1200.CD19結合分子は、RNA/DNA代謝抵抗物質にコンジュゲートされる、実施形態1191~1194のいずれか1つに記載のコンジュゲート。
1201.CD19結合分子は、キナーゼ阻害剤にコンジュゲートされる、実施形態1191~1194のいずれか1つに記載のコンジュゲート。
1202.CD19結合分子は、タンパク質合成阻害剤にコンジュゲートされる、実施形態1191~1194のいずれか1つに記載のコンジュゲート。
1203.CD19結合分子は、ヒストンデアセチラーゼ(HDAC)阻害剤にコンジュゲートされる、実施形態1191~1194のいずれか1つに記載のコンジュゲート。
1204.CD19結合分子は、任意選択的に、ミトコンドリアにおけるホスホリル移動反応の阻害剤であるミトコンドリア阻害剤にコンジュゲートされる、実施形態1191~1194のいずれか1つに記載のコンジュゲート。
1205.CD19結合分子は、抗有糸分裂剤にコンジュゲートされる、実施形態1191~1194のいずれか1つに記載のコンジュゲート。
1206.CD19結合分子は、マイタンシノイドにコンジュゲートされる、実施形態1191~1194のいずれか1つに記載のコンジュゲート。
1207.CD19結合分子は、キネシン阻害剤にコンジュゲートされる、実施形態1191~1194のいずれか1つに記載のコンジュゲート。
1208.CD19結合分子は、キネシン様タンパク質KIF11阻害剤にコンジュゲートされる、実施形態1191~1194のいずれか1つに記載のコンジュゲート。
1209.CD19結合分子は、V-ATPアーゼ(液胞型H+ -ATPアーゼ)阻害剤にコンジュゲートされる、実施形態1191~1194のいずれか1つに記載のコンジュゲート。

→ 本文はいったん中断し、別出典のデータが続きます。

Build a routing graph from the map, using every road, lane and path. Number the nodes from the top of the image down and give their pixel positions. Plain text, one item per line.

1210.CD19結合分子は、アポトーシス促進剤にコンジュゲートされる、実施形態1191~1194のいずれか1つに記載のコンジュゲート。
1211.CD19結合分子は、Bcl2(B細胞リンパ腫2)阻害剤にコンジュゲートされる、実施形態1191~1194のいずれか1つに記載のコンジュゲート。

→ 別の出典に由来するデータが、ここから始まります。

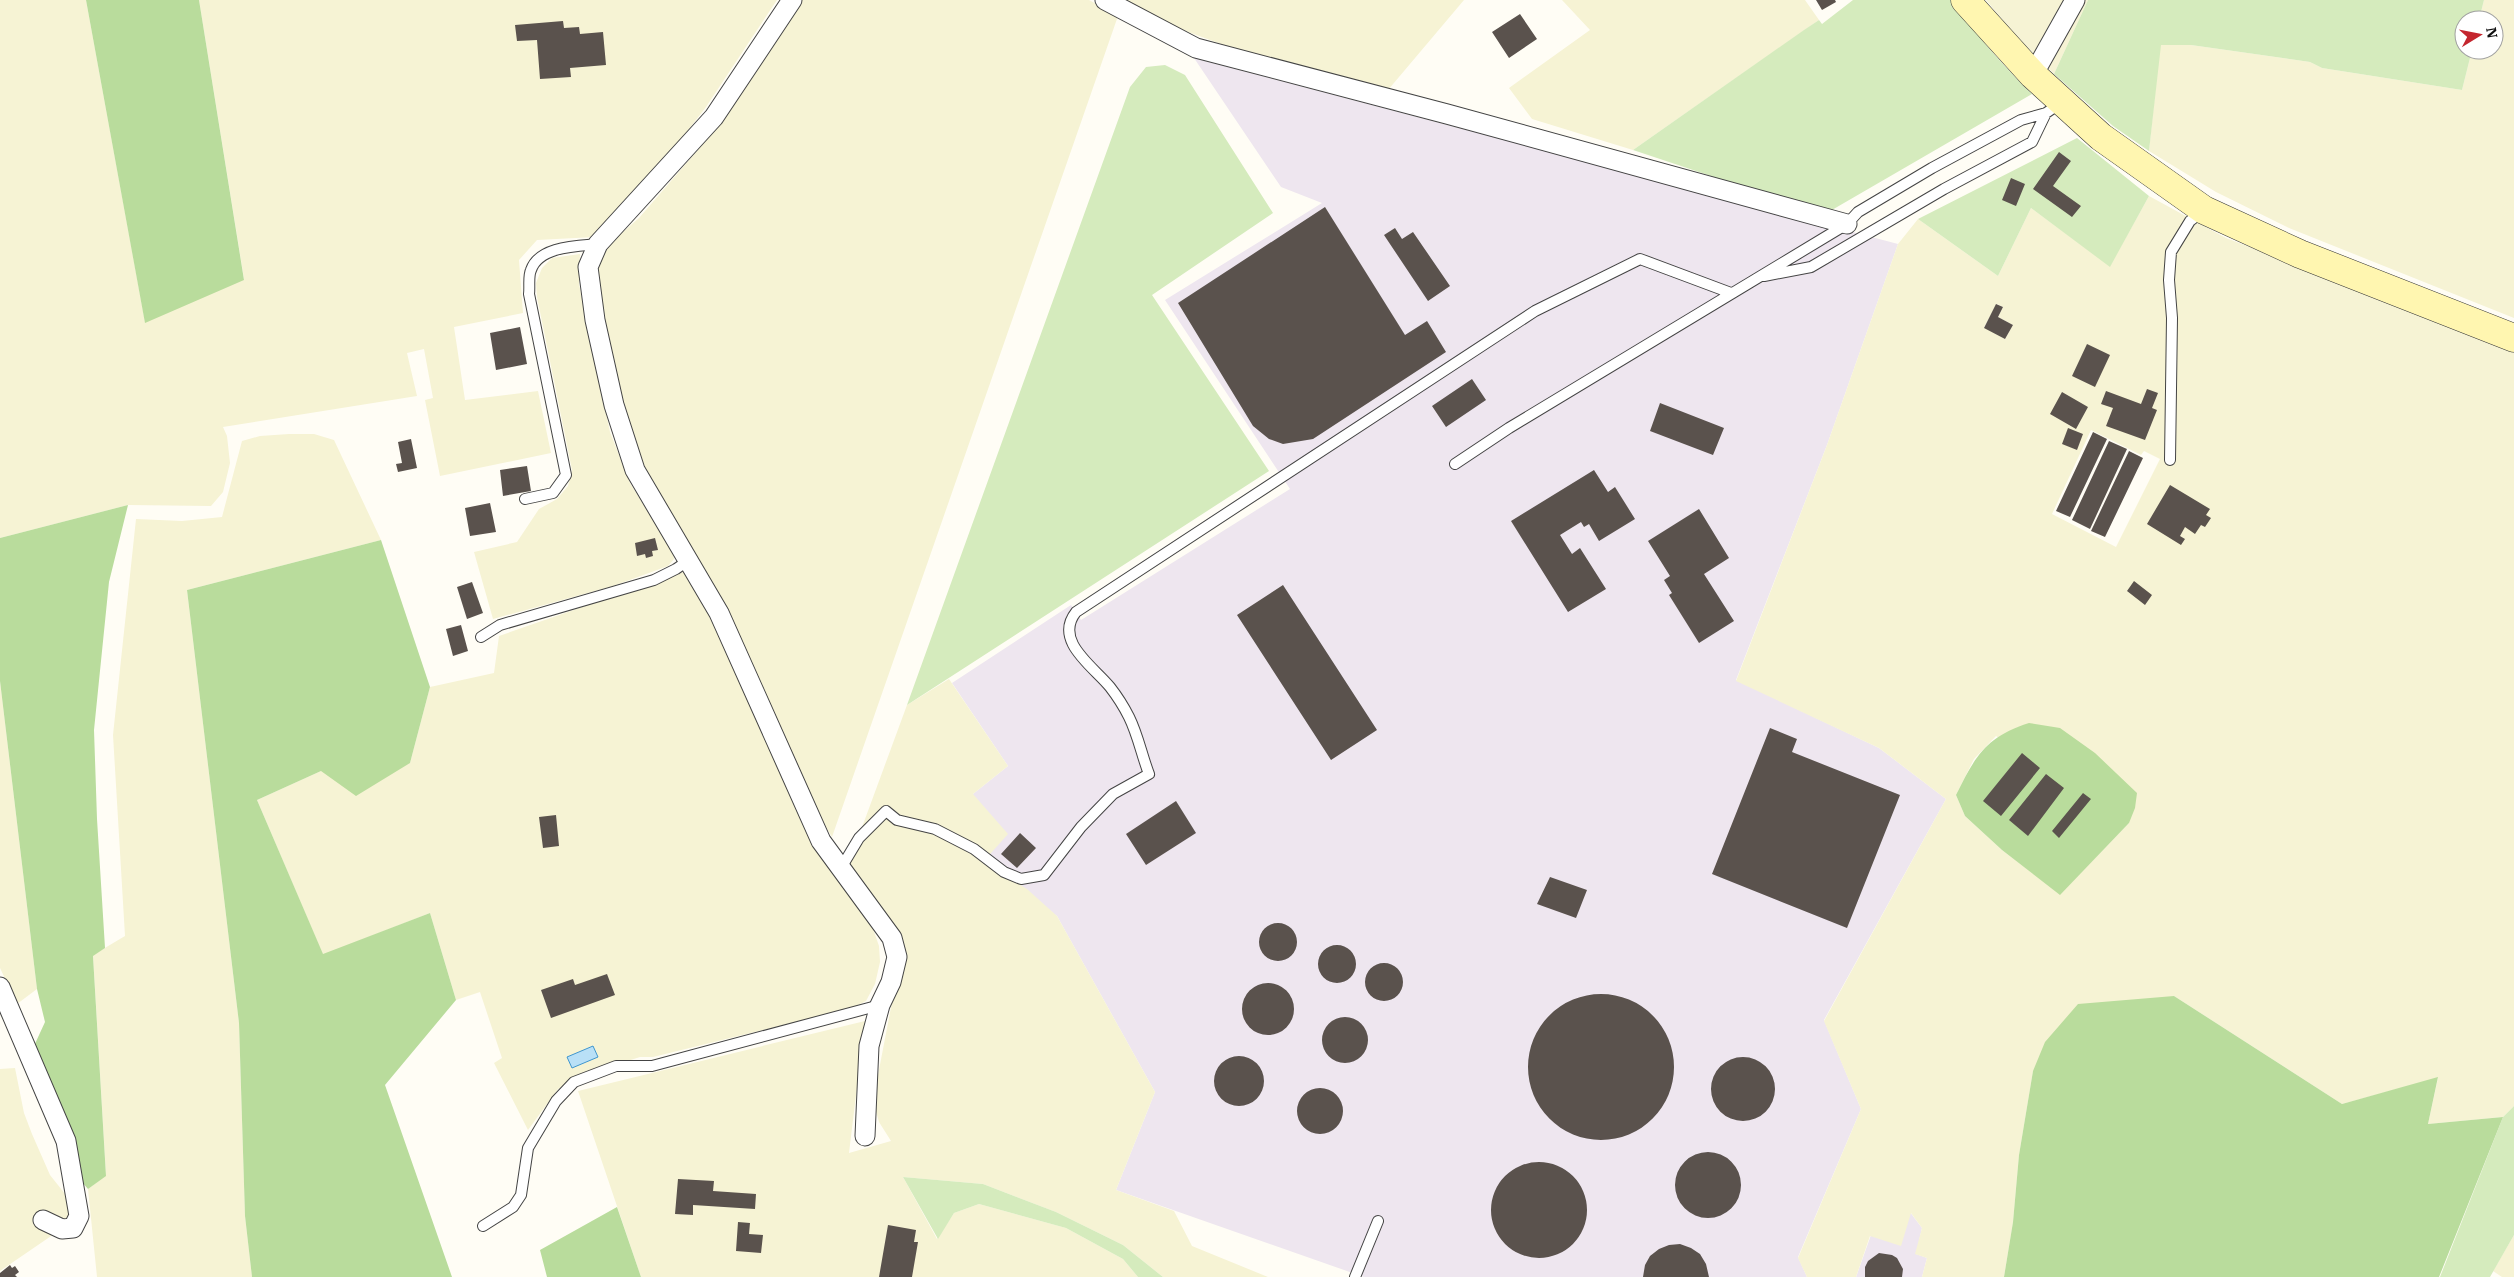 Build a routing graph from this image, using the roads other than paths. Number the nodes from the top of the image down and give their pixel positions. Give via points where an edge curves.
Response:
1 (792, 0) edge
2 (1105, 0) edge
3 (1965, 0) edge
4 (2074, 0) edge
5 (2033, 75) junction
6 (2054, 108) junction
7 (2204, 210) junction
8 (1847, 224) junction
9 (598, 244) junction
10 (1756, 278) junction
11 (1731, 293) junction
12 (2514, 338) edge
13 (2170, 460) dead end
14 (1455, 464) dead end
15 (525, 499) dead end
16 (689, 560) junction
17 (480, 637) dead end
18 (841, 868) junction
19 (0, 986) edge
20 (880, 1005) junction
21 (865, 1136) dead end
22 (42, 1220) dead end
23 (1378, 1221) dead end
24 (483, 1226) dead end
25 (1355, 1277) edge

1 - 9 street via 714,117
2 - 8 street via 1196,48
3 - 5 street
4 - 5 street
5 - 6 street
6 - 7 street via 2102,137
6 - 8 lane via 2021,120 1932,168 1858,212
6 - 10 lane via 2032,142 1811,267
7 - 12 street via 2300,254
7 - 13 lane via 2190,221 2171,252
8 - 10 lane
9 - 15 lane via 544,254 531,269 529,294 566,475 553,494
9 - 16 street via 588,267 595,320 614,405 635,470
10 - 11 lane
11 - 14 lane
11 - 18 lane via 1640,259 1535,311 1076,612 1070,620 1069,634 1073,646 1110,687 1129,716 1150,774 1113,794 1081,827 1044,874 1021,879 1004,872 974,849 935,828 897,820 886,811 859,838
16 - 17 lane via 654,580 500,626
16 - 18 street via 719,613 821,841
18 - 20 street via 892,938 897,957
19 - 22 street via 66,1141 76,1196 79,1216 72,1228 62,1229
20 - 21 street via 869,1046
20 - 24 lane via 652,1066 616,1066 574,1082 556,1101 528,1148 521,1195 513,1207
23 - 25 lane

1212.CD19結合分子は、MCL1(骨髄細胞白血病1)阻害剤にコンジュゲートされる、実施形態1191~1194のいずれか1つに記載のコンジュゲート。
1213.CD19結合分子は、HSP90(熱ショックタンパク質90)阻害剤にコンジュゲートされる、実施形態1191~1194のいずれか1つに記載のコンジュゲート。

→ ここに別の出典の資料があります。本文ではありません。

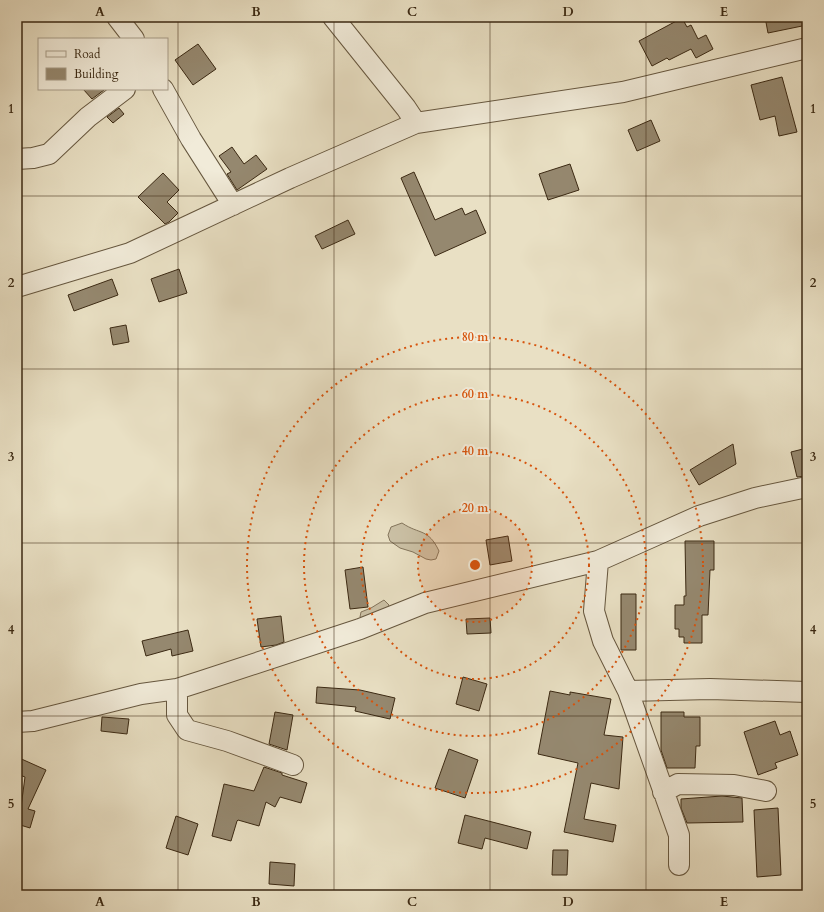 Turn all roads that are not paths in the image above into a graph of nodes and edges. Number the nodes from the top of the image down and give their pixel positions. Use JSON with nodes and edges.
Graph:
{"nodes":[{"id":1,"x":117,"y":17,"type":"edge"},
{"id":2,"x":333,"y":17,"type":"edge"},
{"id":3,"x":133,"y":38,"type":"edge"},
{"id":4,"x":807,"y":48,"type":"edge"},
{"id":5,"x":124,"y":90,"type":"edge"},
{"id":6,"x":164,"y":90,"type":"edge"},
{"id":7,"x":416,"y":123,"type":"junction"},
{"id":8,"x":17,"y":159,"type":"edge"},
{"id":9,"x":233,"y":205,"type":"junction"},
{"id":10,"x":17,"y":287,"type":"edge"},
{"id":11,"x":807,"y":487,"type":"edge"},
{"id":12,"x":598,"y":561,"type":"junction"},
{"id":13,"x":177,"y":688,"type":"junction"},
{"id":14,"x":628,"y":691,"type":"junction"},
{"id":15,"x":807,"y":692,"type":"edge"},
{"id":16,"x":17,"y":722,"type":"edge"},
{"id":17,"x":293,"y":765,"type":"dead end"},
{"id":18,"x":766,"y":791,"type":"dead end"},
{"id":19,"x":664,"y":792,"type":"junction"},
{"id":20,"x":679,"y":865,"type":"dead end"}],
"edges":[{"from":1,"to":3,"type":"street"},
{"from":2,"to":7,"type":"street"},
{"from":4,"to":7,"type":"street"},
{"from":5,"to":8,"type":"street"},
{"from":6,"to":9,"type":"street"},
{"from":7,"to":9,"type":"street"},
{"from":9,"to":10,"type":"street"},
{"from":11,"to":12,"type":"street"},
{"from":12,"to":13,"type":"street"},
{"from":12,"to":14,"type":"street"},
{"from":13,"to":16,"type":"street"},
{"from":13,"to":17,"type":"street"},
{"from":14,"to":15,"type":"street"},
{"from":14,"to":19,"type":"street"},
{"from":18,"to":19,"type":"street"},
{"from":19,"to":20,"type":"street"}]}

1214.CD19結合分子は、IAP(アポトーシスの阻害剤)阻害剤にコンジュゲートされる、実施形態1191~1194のいずれか1つに記載のコンジュゲート。
1215.CD19結合分子は、mTOR(ラパマイシンの機構的標的)阻害剤にコンジュゲートされる、実施形態1191~1194のいずれか1つに記載のコンジュゲート。
1216.CD19結合分子は、微小管安定剤にコンジュゲートされる、実施形態1191~1194のいずれか1つに記載のコンジュゲート。
1217.CD19結合分子は、微小管不安定化剤にコンジュゲートされる、実施形態1191~1194のいずれか1つに記載のコンジュゲート。
1218.CD19結合分子は、オーリスタチンにコンジュゲートされる、実施形態1191~1194のいずれか1つに記載のコンジュゲート。
1219.CD19結合分子は、ドラスタチンにコンジュゲートされる、実施形態1191~1194のいずれか1つに記載のコンジュゲート。
1220.CD19結合分子は、MetAP(メチオニンアミノペプチダーゼ)にコンジュゲートされる、実施形態1191~1194のいずれか1つに記載のコンジュゲート。
1221.CD19結合分子は、CRM1(染色体維持1)阻害剤にコンジュゲートされる、実施形態1191~1194のいずれか1つに記載のコンジュゲート。
1222.CD19結合分子は、DPPIV(ジペプチジルペプチダーゼIV)阻害剤にコンジュゲートされる、実施形態1191~1194のいずれか1つに記載のコンジュゲート。
1223.CD19結合分子は、プロテアソーム阻害剤にコンジュゲートされる、実施形態1191~1194のいずれか1つに記載のコンジュゲート。
1224.CD19結合分子は、タンパク質合成阻害剤にコンジュゲートされる、実施形態1191~1194のいずれか1つに記載のコンジュゲート。
1225.CD19結合分子は、CDK2(サイクリン依存性キナーゼ2)阻害剤にコンジュゲートされる、実施形態1191~1194のいずれか1つに記載のコンジュゲート。
1226.CD19結合分子は、CDK9(サイクリン依存性キナーゼ9)阻害剤にコンジュゲートされる、実施形態1191~1194のいずれか1つに記載のコンジュゲート。
1227.CD19結合分子は、RNAポリメラーゼ阻害剤にコンジュゲートされる、実施形態1191~1194のいずれか1つに記載のコンジュゲート。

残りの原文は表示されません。